Strip out all images, then restate the data verbatim.

Content starts

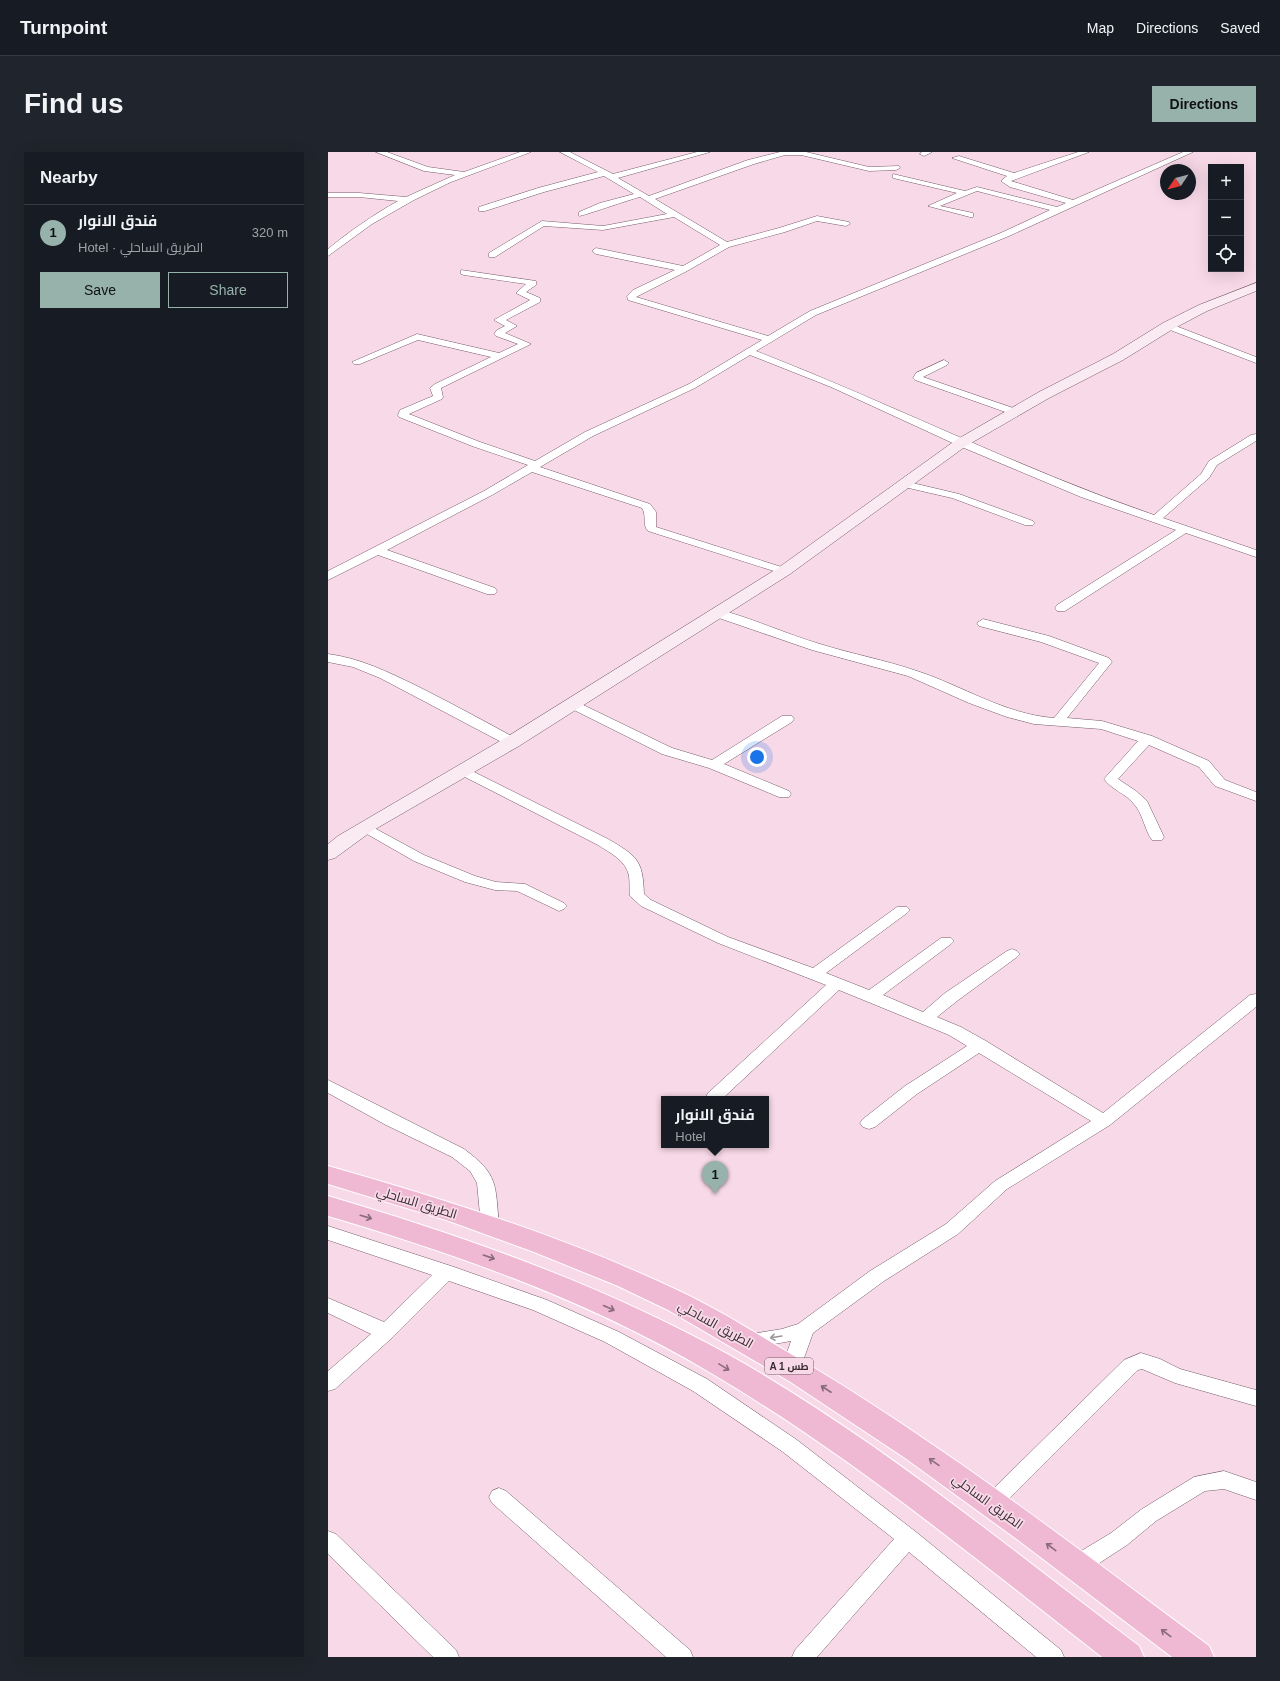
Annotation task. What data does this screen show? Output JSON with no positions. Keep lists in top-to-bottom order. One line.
{"streets":{"highway":["الطريق الساحلي","A 1 طس"]},"north":"bottom left","page":{"header":"Turnpoint","nav":["Map","Directions","Saved"],"buttons":["Directions",["Save","Share"]],"title":"Find us","heading":"Nearby","map_buttons":["+","−"],"list":[{"mark":"1","name":"فندق الانوار","note":"Hotel · الطريق الساحلي","value":"320 m"}],"popup":["فندق الانوار","Hotel"],"pins":"1"}}
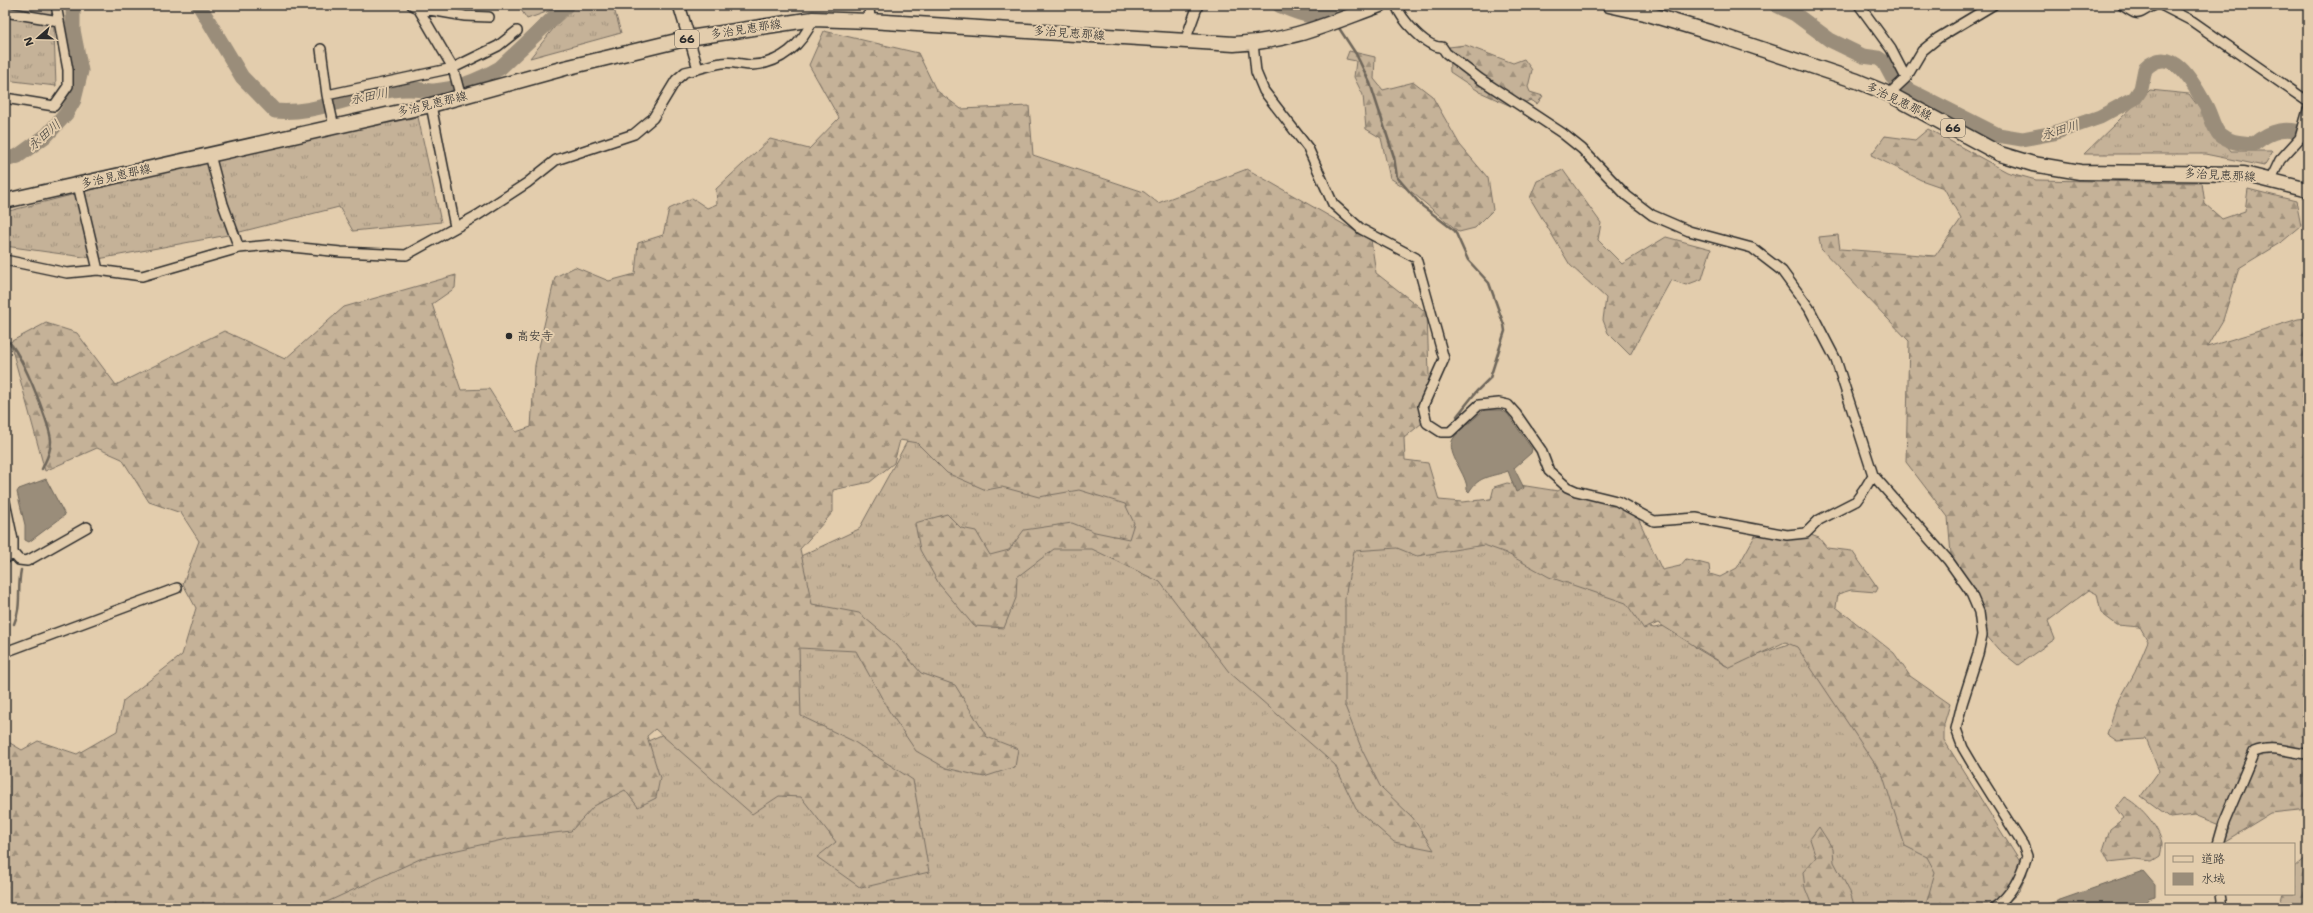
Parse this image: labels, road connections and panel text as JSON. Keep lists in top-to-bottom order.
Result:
{
  "streets": {
    "main road": ["多治見恵那線", "66"]
  },
  "water": ["永田川"],
  "places": ["高安寺"],
  "legend": ["道路", "水域"],
  "north": "left"
}
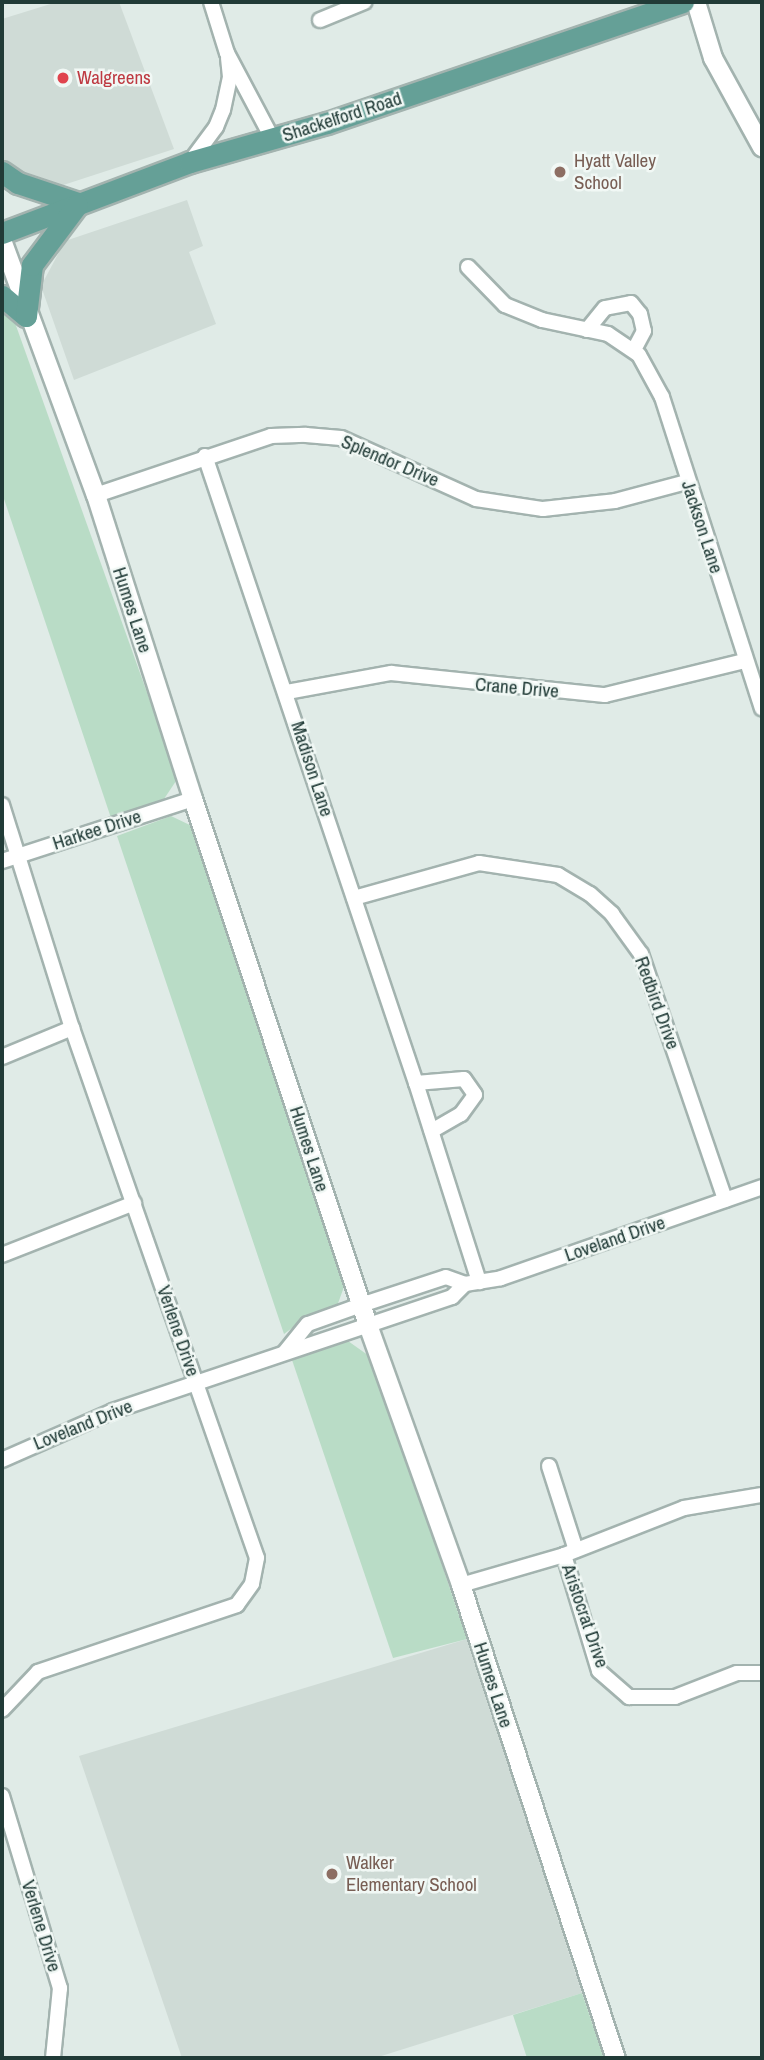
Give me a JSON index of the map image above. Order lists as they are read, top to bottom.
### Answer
{
  "streets": {
    "main road": ["Shackelford Road"],
    "street": [
      "Splendor Drive",
      "Jackson Lane",
      "Humes Lane",
      "Crane Drive",
      "Madison Lane",
      "Harkee Drive",
      "Redbird Drive",
      "Loveland Drive",
      "Verlene Drive",
      "Aristocrat Drive"
    ]
  },
  "crossings": [
    ["Splendor Drive", "Jackson Lane"],
    ["Splendor Drive", "Humes Lane"],
    ["Splendor Drive", "Madison Lane"],
    ["Jackson Lane", "Crane Drive"],
    ["Humes Lane", "Harkee Drive"],
    ["Humes Lane", "Loveland Drive"],
    ["Crane Drive", "Madison Lane"],
    ["Madison Lane", "Redbird Drive"],
    ["Madison Lane", "Loveland Drive"],
    ["Harkee Drive", "Verlene Drive"],
    ["Redbird Drive", "Loveland Drive"],
    ["Loveland Drive", "Verlene Drive"]
  ],
  "places": ["Walgreens", "Hyatt Valley School", "Walker Elementary School"]
}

Content ends

_Output_:
Annotation task. What data does this screen show? Output JSON with no positions. Keep lists in top-to-bottom order. One line.
{"streets":{"highway":["الطريق الساحلي","A 1 طس"]},"north":"bottom left","page":{"header":"Turnpoint","nav":["Map","Directions","Saved"],"buttons":["Directions",["Save","Share"]],"title":"Find us","heading":"Nearby","map_buttons":["+","−"],"list":[{"mark":"1","name":"فندق الانوار","note":"Hotel · الطريق الساحلي","value":"320 m"}],"popup":["فندق الانوار","Hotel"],"pins":"1"}}
Parse this image: labels, road connections and panel text as JSON. Keep lists in top-to-bottom order.
Result:
{
  "streets": {
    "main road": ["多治見恵那線", "66"]
  },
  "water": ["永田川"],
  "places": ["高安寺"],
  "legend": ["道路", "水域"],
  "north": "left"
}
Give me a JSON index of the map image above. Order lists as they are read, top to bottom.
### Answer
{
  "streets": {
    "main road": ["Shackelford Road"],
    "street": [
      "Splendor Drive",
      "Jackson Lane",
      "Humes Lane",
      "Crane Drive",
      "Madison Lane",
      "Harkee Drive",
      "Redbird Drive",
      "Loveland Drive",
      "Verlene Drive",
      "Aristocrat Drive"
    ]
  },
  "crossings": [
    ["Splendor Drive", "Jackson Lane"],
    ["Splendor Drive", "Humes Lane"],
    ["Splendor Drive", "Madison Lane"],
    ["Jackson Lane", "Crane Drive"],
    ["Humes Lane", "Harkee Drive"],
    ["Humes Lane", "Loveland Drive"],
    ["Crane Drive", "Madison Lane"],
    ["Madison Lane", "Redbird Drive"],
    ["Madison Lane", "Loveland Drive"],
    ["Harkee Drive", "Verlene Drive"],
    ["Redbird Drive", "Loveland Drive"],
    ["Loveland Drive", "Verlene Drive"]
  ],
  "places": ["Walgreens", "Hyatt Valley School", "Walker Elementary School"]
}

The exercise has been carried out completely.